(Data shown Opens)
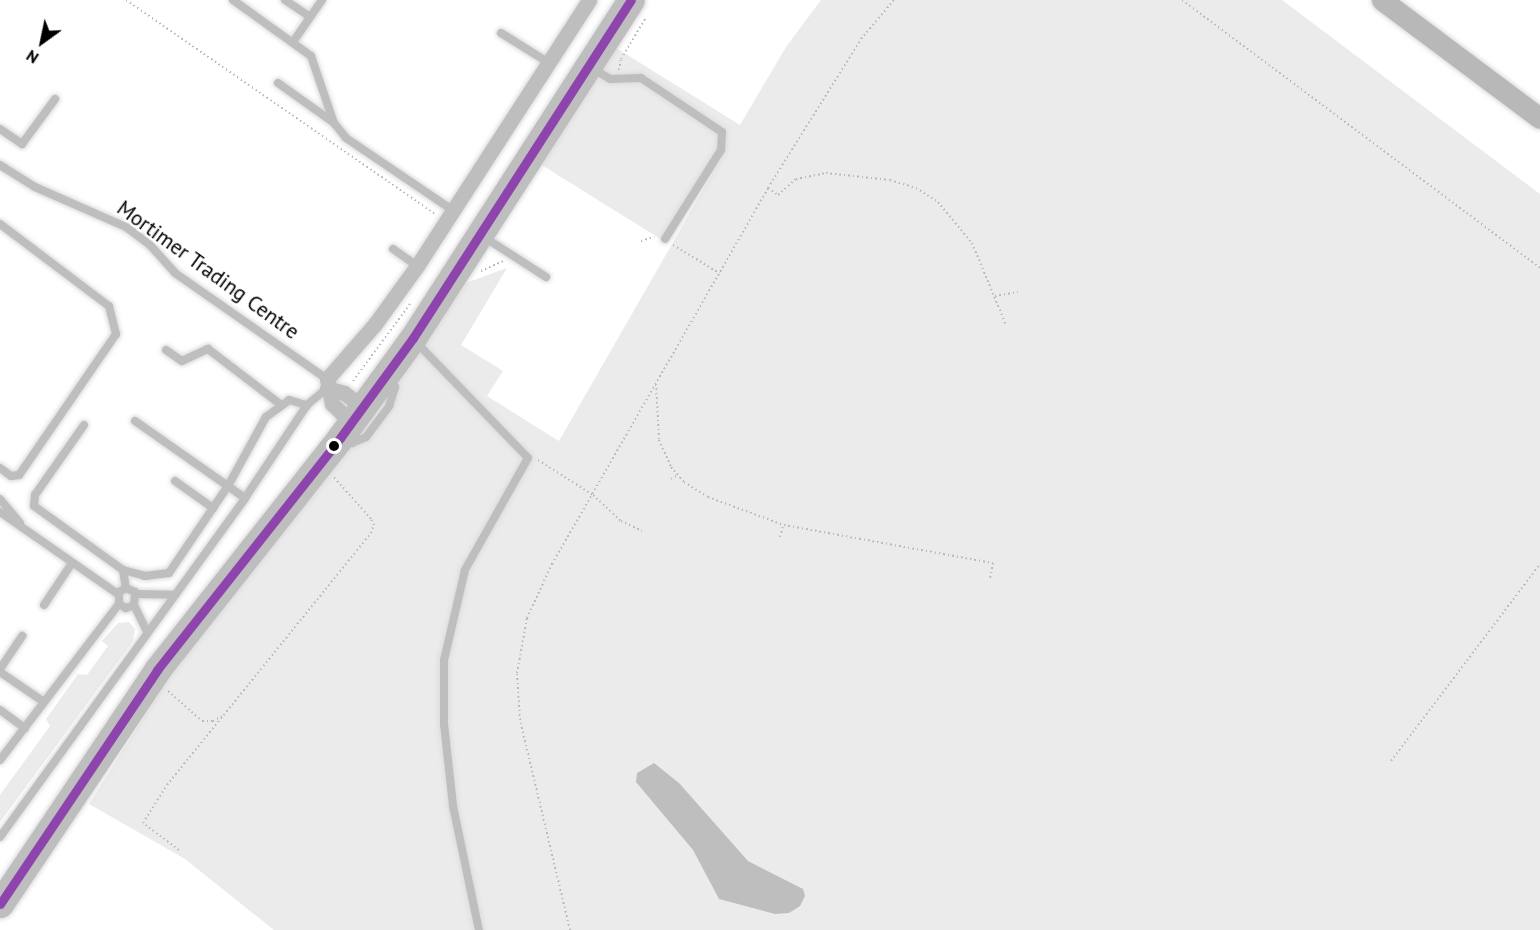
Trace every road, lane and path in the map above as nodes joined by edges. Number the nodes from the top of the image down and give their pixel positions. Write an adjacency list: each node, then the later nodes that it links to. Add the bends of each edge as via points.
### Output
1 (126, 0): 23 (path)
2 (233, 0): 12 (lane)
3 (285, 0): 10 (lane)
4 (322, 0): 10 (lane)
5 (589, 0): 13 (street)
6 (894, 0): 22 (path, via 861,39)
7 (1182, 0): 30 (path)
8 (1382, 0): 18 (street)
9 (638, 10): 14 (highway); 15 (path, via 621,59)
10 (310, 17): 12 (lane)
11 (501, 33): 13 (lane)
12 (293, 42): 19 (lane, via 311,56)
13 (549, 63): 23 (street)
14 (590, 66): 15 (lane, via 610,79); 25 (highway)
15 (619, 79): 26 (lane, via 641,78 722,132 721,150)
16 (278, 83): 19 (lane)
17 (55, 99): 20 (lane, via 22,144)
18 (1540, 118)
19 (334, 123): 23 (lane, via 359,150)
20 (0, 129)
21 (0, 165): 39 (lane, Mortimer Trading Centre, via 35,187 126,227 150,245 175,273)
22 (768, 189): 31 (path); 34 (path, via 778,195 796,179 826,173 891,180 916,188 957,221 972,243)
23 (451, 217): 29 (street)
24 (0, 224): 48 (lane, via 109,306 116,334 19,475 11,476)
25 (481, 234): 32 (lane); 36 (highway)
26 (665, 239): 27 (path); 31 (path)
27 (641, 241)
28 (393, 249): 29 (lane)
29 (417, 266): 39 (street)
30 (1540, 268)
31 (719, 273): 40 (path)
32 (546, 277)
33 (1018, 292): 34 (path)
34 (995, 296): 35 (path)
35 (1006, 325)
36 (413, 338): 38 (highway); 46 (lane)
37 (166, 350): 41 (lane, via 182,361 208,349)
38 (387, 376): 44 (highway); 44 (lane, via 395,387 389,406 372,430 352,443)
39 (327, 383): 42 (lane); 44 (street, via 332,404)
40 (656, 384): 49 (path, via 659,440); 53 (path)
41 (280, 404): 42 (lane, via 296,400); 52 (lane, via 266,417)
42 (307, 405): 54 (lane)
43 (135, 421): 52 (lane)
44 (352, 423): 47 (highway)
45 (84, 425): 64 (lane, via 35,495 34,506)
46 (525, 451): 53 (path); 86 (lane, via 528,458 524,467 465,570 444,660 444,724 453,806)
47 (320, 465): 79 (path, via 349,490 350,498 374,525); 85 (highway, via 151,679)
48 (0, 468)
49 (678, 475): 50 (path); 58 (path, via 708,497)
50 (670, 479)
51 (176, 481): 56 (lane)
52 (228, 486): 54 (lane); 56 (lane)
53 (593, 495): 59 (path, via 621,521); 87 (path, via 537,592 527,618 517,673 520,720)
54 (245, 498): 69 (lane)
55 (0, 500): 61 (lane, via 22,526)
56 (213, 508): 64 (lane, via 169,573 145,576)
57 (0, 513): 61 (lane)
58 (784, 525): 60 (path); 65 (path, via 993,563)
59 (642, 531)
60 (780, 537)
61 (46, 544): 62 (lane)
62 (72, 563): 67 (lane); 71 (lane)
63 (1540, 564): 82 (path)
64 (123, 570): 66 (lane)
65 (990, 578)
66 (126, 588): 67 (lane); 68 (lane)
67 (118, 594): 70 (lane)
68 (136, 594): 69 (lane); 72 (lane)
69 (175, 595): 73 (lane)
70 (119, 604): 72 (lane, via 126,608); 77 (lane)
71 (44, 605)
72 (134, 605): 73 (lane)
73 (147, 632): 83 (lane)
74 (22, 636): 75 (lane)
75 (0, 671): 77 (lane)
76 (168, 691): 79 (path, via 202,721 213,722)
77 (44, 702): 80 (lane)
78 (0, 710): 80 (lane)
79 (225, 714): 84 (path, via 167,785 143,823)
80 (25, 728): 81 (lane)
81 (0, 760)
82 (1391, 761)
83 (0, 837)
84 (179, 850)
85 (0, 904)
86 (480, 930)
87 (570, 930)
(Data shown Closes)
#### What is being asked
Please print each entry exactly as given and keep pictures out of it.

#### Output of the exercise
Trace every road, lane and path in the map above as nodes joined by edges. Number the nodes from the top of the image down and give their pixel positions. Write an adjacency list: each node, then the later nodes that it links to. Add the bends of each edge as via points.
### Output
1 (126, 0): 23 (path)
2 (233, 0): 12 (lane)
3 (285, 0): 10 (lane)
4 (322, 0): 10 (lane)
5 (589, 0): 13 (street)
6 (894, 0): 22 (path, via 861,39)
7 (1182, 0): 30 (path)
8 (1382, 0): 18 (street)
9 (638, 10): 14 (highway); 15 (path, via 621,59)
10 (310, 17): 12 (lane)
11 (501, 33): 13 (lane)
12 (293, 42): 19 (lane, via 311,56)
13 (549, 63): 23 (street)
14 (590, 66): 15 (lane, via 610,79); 25 (highway)
15 (619, 79): 26 (lane, via 641,78 722,132 721,150)
16 (278, 83): 19 (lane)
17 (55, 99): 20 (lane, via 22,144)
18 (1540, 118)
19 (334, 123): 23 (lane, via 359,150)
20 (0, 129)
21 (0, 165): 39 (lane, Mortimer Trading Centre, via 35,187 126,227 150,245 175,273)
22 (768, 189): 31 (path); 34 (path, via 778,195 796,179 826,173 891,180 916,188 957,221 972,243)
23 (451, 217): 29 (street)
24 (0, 224): 48 (lane, via 109,306 116,334 19,475 11,476)
25 (481, 234): 32 (lane); 36 (highway)
26 (665, 239): 27 (path); 31 (path)
27 (641, 241)
28 (393, 249): 29 (lane)
29 (417, 266): 39 (street)
30 (1540, 268)
31 (719, 273): 40 (path)
32 (546, 277)
33 (1018, 292): 34 (path)
34 (995, 296): 35 (path)
35 (1006, 325)
36 (413, 338): 38 (highway); 46 (lane)
37 (166, 350): 41 (lane, via 182,361 208,349)
38 (387, 376): 44 (highway); 44 (lane, via 395,387 389,406 372,430 352,443)
39 (327, 383): 42 (lane); 44 (street, via 332,404)
40 (656, 384): 49 (path, via 659,440); 53 (path)
41 (280, 404): 42 (lane, via 296,400); 52 (lane, via 266,417)
42 (307, 405): 54 (lane)
43 (135, 421): 52 (lane)
44 (352, 423): 47 (highway)
45 (84, 425): 64 (lane, via 35,495 34,506)
46 (525, 451): 53 (path); 86 (lane, via 528,458 524,467 465,570 444,660 444,724 453,806)
47 (320, 465): 79 (path, via 349,490 350,498 374,525); 85 (highway, via 151,679)
48 (0, 468)
49 (678, 475): 50 (path); 58 (path, via 708,497)
50 (670, 479)
51 (176, 481): 56 (lane)
52 (228, 486): 54 (lane); 56 (lane)
53 (593, 495): 59 (path, via 621,521); 87 (path, via 537,592 527,618 517,673 520,720)
54 (245, 498): 69 (lane)
55 (0, 500): 61 (lane, via 22,526)
56 (213, 508): 64 (lane, via 169,573 145,576)
57 (0, 513): 61 (lane)
58 (784, 525): 60 (path); 65 (path, via 993,563)
59 (642, 531)
60 (780, 537)
61 (46, 544): 62 (lane)
62 (72, 563): 67 (lane); 71 (lane)
63 (1540, 564): 82 (path)
64 (123, 570): 66 (lane)
65 (990, 578)
66 (126, 588): 67 (lane); 68 (lane)
67 (118, 594): 70 (lane)
68 (136, 594): 69 (lane); 72 (lane)
69 (175, 595): 73 (lane)
70 (119, 604): 72 (lane, via 126,608); 77 (lane)
71 (44, 605)
72 (134, 605): 73 (lane)
73 (147, 632): 83 (lane)
74 (22, 636): 75 (lane)
75 (0, 671): 77 (lane)
76 (168, 691): 79 (path, via 202,721 213,722)
77 (44, 702): 80 (lane)
78 (0, 710): 80 (lane)
79 (225, 714): 84 (path, via 167,785 143,823)
80 (25, 728): 81 (lane)
81 (0, 760)
82 (1391, 761)
83 (0, 837)
84 (179, 850)
85 (0, 904)
86 (480, 930)
87 (570, 930)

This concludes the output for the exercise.